Work request: Every line below that holds the string "edges" should be copied out.

Collected data entries:
=== Begin Enclosure ===

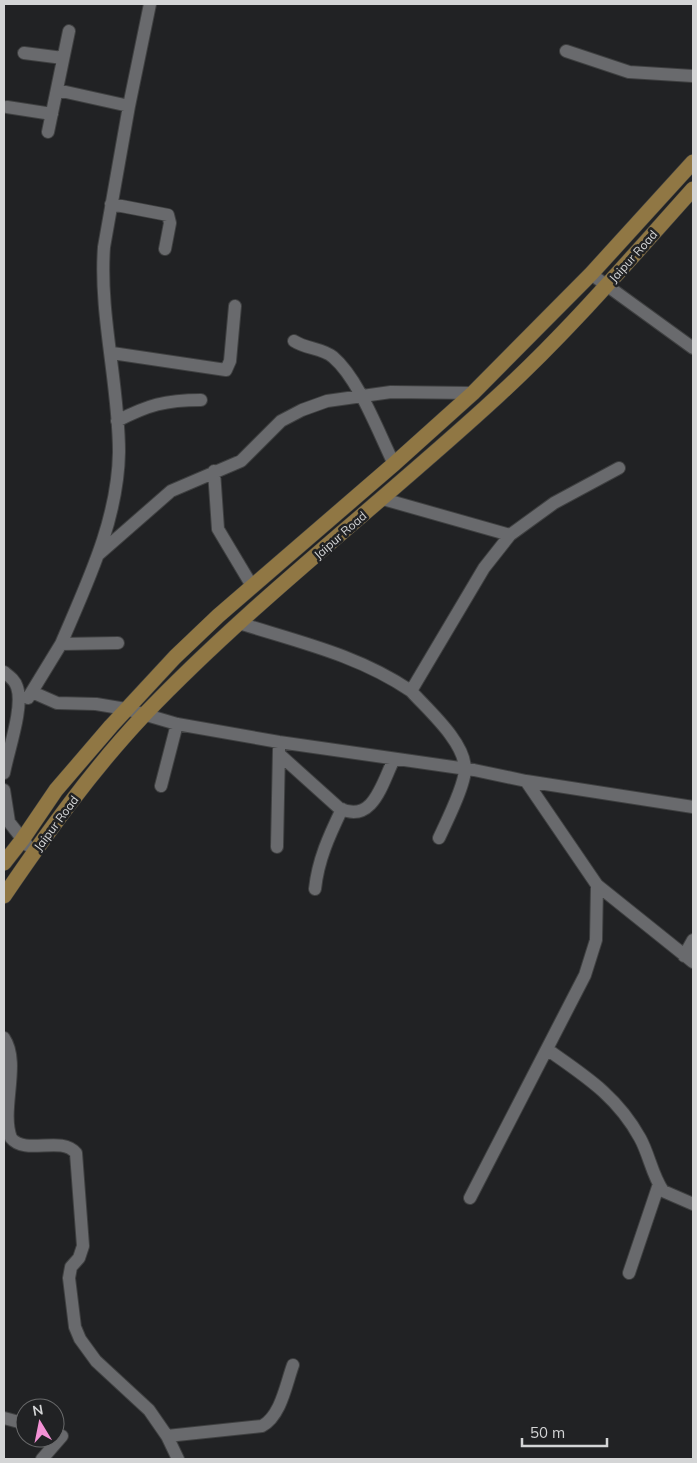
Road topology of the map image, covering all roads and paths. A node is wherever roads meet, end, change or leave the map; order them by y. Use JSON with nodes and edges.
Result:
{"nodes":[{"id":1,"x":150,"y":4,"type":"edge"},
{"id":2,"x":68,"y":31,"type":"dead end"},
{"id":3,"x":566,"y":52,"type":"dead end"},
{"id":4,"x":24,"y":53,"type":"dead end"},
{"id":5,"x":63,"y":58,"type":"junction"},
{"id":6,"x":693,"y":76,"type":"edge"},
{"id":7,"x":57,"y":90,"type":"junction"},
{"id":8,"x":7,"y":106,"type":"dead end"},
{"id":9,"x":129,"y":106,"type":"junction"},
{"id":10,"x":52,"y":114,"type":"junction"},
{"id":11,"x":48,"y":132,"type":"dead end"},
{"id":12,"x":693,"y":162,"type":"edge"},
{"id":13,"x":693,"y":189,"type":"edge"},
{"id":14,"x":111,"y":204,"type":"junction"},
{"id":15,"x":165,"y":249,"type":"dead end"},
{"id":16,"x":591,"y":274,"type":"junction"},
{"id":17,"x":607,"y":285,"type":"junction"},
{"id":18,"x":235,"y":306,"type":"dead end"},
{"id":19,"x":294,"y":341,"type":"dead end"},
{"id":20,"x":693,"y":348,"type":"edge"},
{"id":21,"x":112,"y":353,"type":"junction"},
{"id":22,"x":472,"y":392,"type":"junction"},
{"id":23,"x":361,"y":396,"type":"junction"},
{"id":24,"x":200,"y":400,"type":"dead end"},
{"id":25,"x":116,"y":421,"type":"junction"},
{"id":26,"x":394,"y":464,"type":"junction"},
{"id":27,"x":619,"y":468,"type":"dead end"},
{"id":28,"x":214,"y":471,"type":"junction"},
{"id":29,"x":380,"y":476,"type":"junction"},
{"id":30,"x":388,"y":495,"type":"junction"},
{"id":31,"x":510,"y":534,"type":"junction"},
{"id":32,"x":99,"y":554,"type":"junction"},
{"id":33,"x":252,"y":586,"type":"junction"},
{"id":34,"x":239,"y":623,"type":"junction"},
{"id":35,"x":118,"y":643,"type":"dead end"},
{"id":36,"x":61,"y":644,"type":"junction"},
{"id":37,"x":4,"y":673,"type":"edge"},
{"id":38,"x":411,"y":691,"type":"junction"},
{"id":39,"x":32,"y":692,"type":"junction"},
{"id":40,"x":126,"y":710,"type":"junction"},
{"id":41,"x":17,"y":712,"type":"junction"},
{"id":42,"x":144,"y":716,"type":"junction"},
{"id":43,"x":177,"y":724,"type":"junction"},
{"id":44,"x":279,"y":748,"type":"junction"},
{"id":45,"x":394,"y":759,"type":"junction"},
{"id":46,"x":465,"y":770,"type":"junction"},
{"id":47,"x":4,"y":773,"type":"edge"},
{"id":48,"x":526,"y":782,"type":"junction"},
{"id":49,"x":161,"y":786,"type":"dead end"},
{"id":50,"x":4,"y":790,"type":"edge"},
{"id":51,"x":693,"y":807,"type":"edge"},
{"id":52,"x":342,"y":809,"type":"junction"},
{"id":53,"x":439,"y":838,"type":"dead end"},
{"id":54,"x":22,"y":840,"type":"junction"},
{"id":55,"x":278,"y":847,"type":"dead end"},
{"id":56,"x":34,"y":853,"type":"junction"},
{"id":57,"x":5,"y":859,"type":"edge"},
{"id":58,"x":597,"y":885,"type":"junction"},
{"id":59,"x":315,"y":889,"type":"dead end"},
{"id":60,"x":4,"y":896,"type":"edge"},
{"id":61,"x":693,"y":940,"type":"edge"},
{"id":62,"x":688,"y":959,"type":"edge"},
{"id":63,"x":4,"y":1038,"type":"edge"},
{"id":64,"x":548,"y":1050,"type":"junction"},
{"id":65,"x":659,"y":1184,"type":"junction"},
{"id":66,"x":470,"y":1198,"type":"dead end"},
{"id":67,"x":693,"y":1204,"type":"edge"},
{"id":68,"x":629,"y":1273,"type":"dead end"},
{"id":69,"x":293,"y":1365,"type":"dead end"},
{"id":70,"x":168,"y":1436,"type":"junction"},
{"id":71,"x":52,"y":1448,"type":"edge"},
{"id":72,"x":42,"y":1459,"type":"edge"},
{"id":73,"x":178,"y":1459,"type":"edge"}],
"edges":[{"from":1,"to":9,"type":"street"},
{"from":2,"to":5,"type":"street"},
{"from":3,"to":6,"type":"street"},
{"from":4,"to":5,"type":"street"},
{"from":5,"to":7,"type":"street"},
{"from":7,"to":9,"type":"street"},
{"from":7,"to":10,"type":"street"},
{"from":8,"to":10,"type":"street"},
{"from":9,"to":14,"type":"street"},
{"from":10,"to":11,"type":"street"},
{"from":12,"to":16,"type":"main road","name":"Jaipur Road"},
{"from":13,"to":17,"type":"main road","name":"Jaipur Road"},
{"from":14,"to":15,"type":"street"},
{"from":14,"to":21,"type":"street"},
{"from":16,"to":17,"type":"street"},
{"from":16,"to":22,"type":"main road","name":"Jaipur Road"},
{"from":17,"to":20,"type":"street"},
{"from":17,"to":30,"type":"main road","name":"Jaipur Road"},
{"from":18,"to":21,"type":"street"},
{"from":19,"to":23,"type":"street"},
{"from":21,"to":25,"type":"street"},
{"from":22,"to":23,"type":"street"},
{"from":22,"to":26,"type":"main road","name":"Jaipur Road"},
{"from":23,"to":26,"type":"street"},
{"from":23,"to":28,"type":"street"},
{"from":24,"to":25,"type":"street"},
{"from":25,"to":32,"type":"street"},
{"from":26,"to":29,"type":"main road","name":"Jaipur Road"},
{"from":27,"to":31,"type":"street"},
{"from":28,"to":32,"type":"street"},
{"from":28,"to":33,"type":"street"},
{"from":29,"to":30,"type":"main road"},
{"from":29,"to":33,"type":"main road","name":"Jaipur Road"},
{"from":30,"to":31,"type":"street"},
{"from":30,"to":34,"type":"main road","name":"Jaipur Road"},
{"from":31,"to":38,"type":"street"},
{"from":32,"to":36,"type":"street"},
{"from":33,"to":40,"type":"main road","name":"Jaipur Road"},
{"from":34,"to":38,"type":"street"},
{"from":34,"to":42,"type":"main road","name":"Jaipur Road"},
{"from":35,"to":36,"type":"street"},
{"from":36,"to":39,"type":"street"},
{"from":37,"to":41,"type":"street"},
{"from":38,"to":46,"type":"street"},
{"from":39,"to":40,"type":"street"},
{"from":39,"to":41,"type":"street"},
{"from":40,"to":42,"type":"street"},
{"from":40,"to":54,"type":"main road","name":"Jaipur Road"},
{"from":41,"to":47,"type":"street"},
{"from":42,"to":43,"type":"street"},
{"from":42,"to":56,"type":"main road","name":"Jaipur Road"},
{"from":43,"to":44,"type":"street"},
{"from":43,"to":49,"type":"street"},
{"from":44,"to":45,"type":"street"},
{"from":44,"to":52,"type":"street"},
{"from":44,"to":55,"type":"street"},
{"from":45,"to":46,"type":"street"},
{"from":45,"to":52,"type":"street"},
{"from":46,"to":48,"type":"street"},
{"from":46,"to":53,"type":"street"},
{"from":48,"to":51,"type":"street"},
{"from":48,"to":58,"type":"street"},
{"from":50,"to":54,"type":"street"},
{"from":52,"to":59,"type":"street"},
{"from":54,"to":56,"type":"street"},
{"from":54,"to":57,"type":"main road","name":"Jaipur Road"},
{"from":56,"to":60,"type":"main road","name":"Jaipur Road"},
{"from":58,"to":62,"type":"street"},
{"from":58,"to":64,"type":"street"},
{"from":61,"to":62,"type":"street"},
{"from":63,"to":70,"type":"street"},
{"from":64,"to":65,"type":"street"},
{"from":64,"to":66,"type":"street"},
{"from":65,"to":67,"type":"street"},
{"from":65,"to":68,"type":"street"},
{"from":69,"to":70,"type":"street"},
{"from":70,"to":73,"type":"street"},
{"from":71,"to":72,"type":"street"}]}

=== End Enclosure ===

Answer to this problem:
Road topology of the map image, covering all roads and paths. A node is wherever roads meet, end, change or leave the map; order them by y. Use JSON with nodes and edges.
"edges":[{"from":1,"to":9,"type":"street"},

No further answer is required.